BRIEF DESCRIPTION OF THE DRAWINGS

[0047] In the following, the invention is illustrated by the help of accompanying drawings, of which

[0048] FIG. 1 shows an ultrasonic measurement signal with several peaks above a predetermined threshold value; and

[0049] FIG. 2 shows a histogram with a plurality of apparent thickness obtained from several ultrasonic measurements.

DETAILED DESCRIPTION OF INVENTION

[0050] The FIG. 1 illustrates an ultrasonic measurement signal, commonly referred to as an A-scan, which has been obtained by sending out an ultrasonic pulse into an object and subsequently receiving and recording the reflected signal. The abscissa 11 (x-axis) relates to the time in dimensionless sample units. Note that a sample unit can be calculated into a time span. However, this is dependent on the specific ultrasonic measurement device, in particular on the specific ultrasonic measurement probe in use. The ordinate 12 (y-axis) relates to the intensity of the reflected ultrasonic measurement signal in decibels. The ultrasonic measurement signal—alternatively named as “A-scan”—is referred to with the reference sign 21; a time-varying threshold is referred to with the reference signs 221 and 222.

[0051] In the exemplary A-scan illustrated in FIG. 1, measurement artefacts (overshoots) which are to be ignored can be seen between approximately 2600 sample units and 3000 sample units. Subsequently, there exist distinct peaks with decreasing height between approximately 3000 sample units and 4800 units. In order to identify and filter out the relevant peaks, a positive threshold 221 and a negative threshold are applied to the measurement signal 21. As a consequence, only those peaks which lie above the threshold 221 and which do not belong to the measurement artefacts mentioned above are taken into account. By multiplying the time attributed to a peak with the speed of the ultrasonic wave in the investigated material, the thickness of the object can be calculated (in general, the obtained value for the thickness needs to be divided by two as the detected signal relates to an ultrasonic measurement signal travelled forth until the backwall, being reflected there and travelled back until the detector). Eventually, one apparent thickness thus results for each relevant peak of the A-scan.

[0052] In the example of FIG. 1, any peak above the threshold which is preceded by another peak within a predetermined timespan is discarded. As a result, only the peaks which are referred to by the reference signs 211, 212, 213, 214, 215, 216 and 217 are taken into account as positive intensity peaks.
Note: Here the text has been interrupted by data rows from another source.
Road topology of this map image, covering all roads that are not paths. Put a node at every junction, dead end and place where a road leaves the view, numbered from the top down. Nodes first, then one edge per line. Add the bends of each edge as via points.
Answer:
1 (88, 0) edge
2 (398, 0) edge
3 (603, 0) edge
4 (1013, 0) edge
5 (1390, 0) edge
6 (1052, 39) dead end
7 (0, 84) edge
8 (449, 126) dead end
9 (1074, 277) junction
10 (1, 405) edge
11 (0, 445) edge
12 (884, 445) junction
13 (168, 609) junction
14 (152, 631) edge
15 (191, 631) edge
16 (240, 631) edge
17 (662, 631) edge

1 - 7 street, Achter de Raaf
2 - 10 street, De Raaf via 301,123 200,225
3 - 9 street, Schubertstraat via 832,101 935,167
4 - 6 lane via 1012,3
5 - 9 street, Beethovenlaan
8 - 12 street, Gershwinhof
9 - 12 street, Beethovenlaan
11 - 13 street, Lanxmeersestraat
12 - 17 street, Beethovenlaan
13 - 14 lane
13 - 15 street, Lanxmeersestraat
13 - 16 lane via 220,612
Likewise, only the relevant negative intensity peaks are taken into account, too. For the sake of clarity, the relevant negative intensity peaks are not referred to with reference signs in FIG. 1.

[0053] Each apparent thickness of an A-scan is listed in a histogram. As ultrasonic measurements are repeated for a plurality of different locations around the specific location for which the thickness shall be determined, many apparent thicknesses are obtained. They are all listed in the same histogram.

[0054] An example of such a resulting histogram is shown in FIG. 2. At the abscissa 31 (x-axis), the apparent thickness (again in sample units) is shown; at the ordinate 32 (y-axis), the number of related peaks to the respective apparent thickness is shown. To determine the true thickness out of the amount of obtained apparent thicknesses, simply the most frequently listed apparent thickness is taken. In the example of FIG. 2, the true thickness of the object at the specific location would correspond to approximately 1500 sample units. Note again, that these 1500 sample units still need to be calculated into a concrete thickness value. This is carried out by accounting for the specific measurement setup and for the specific ultrasonic measurement device in use.

[0055] An important advantage of the present method for determining the thickness of an object at a specific location is that the thickness can be determined with a generally satisfying reliability fully automatically—even if the material of the object features up to a certain degree of flaws and defects which normally impede or even prohibit automated ultrasonic measurements.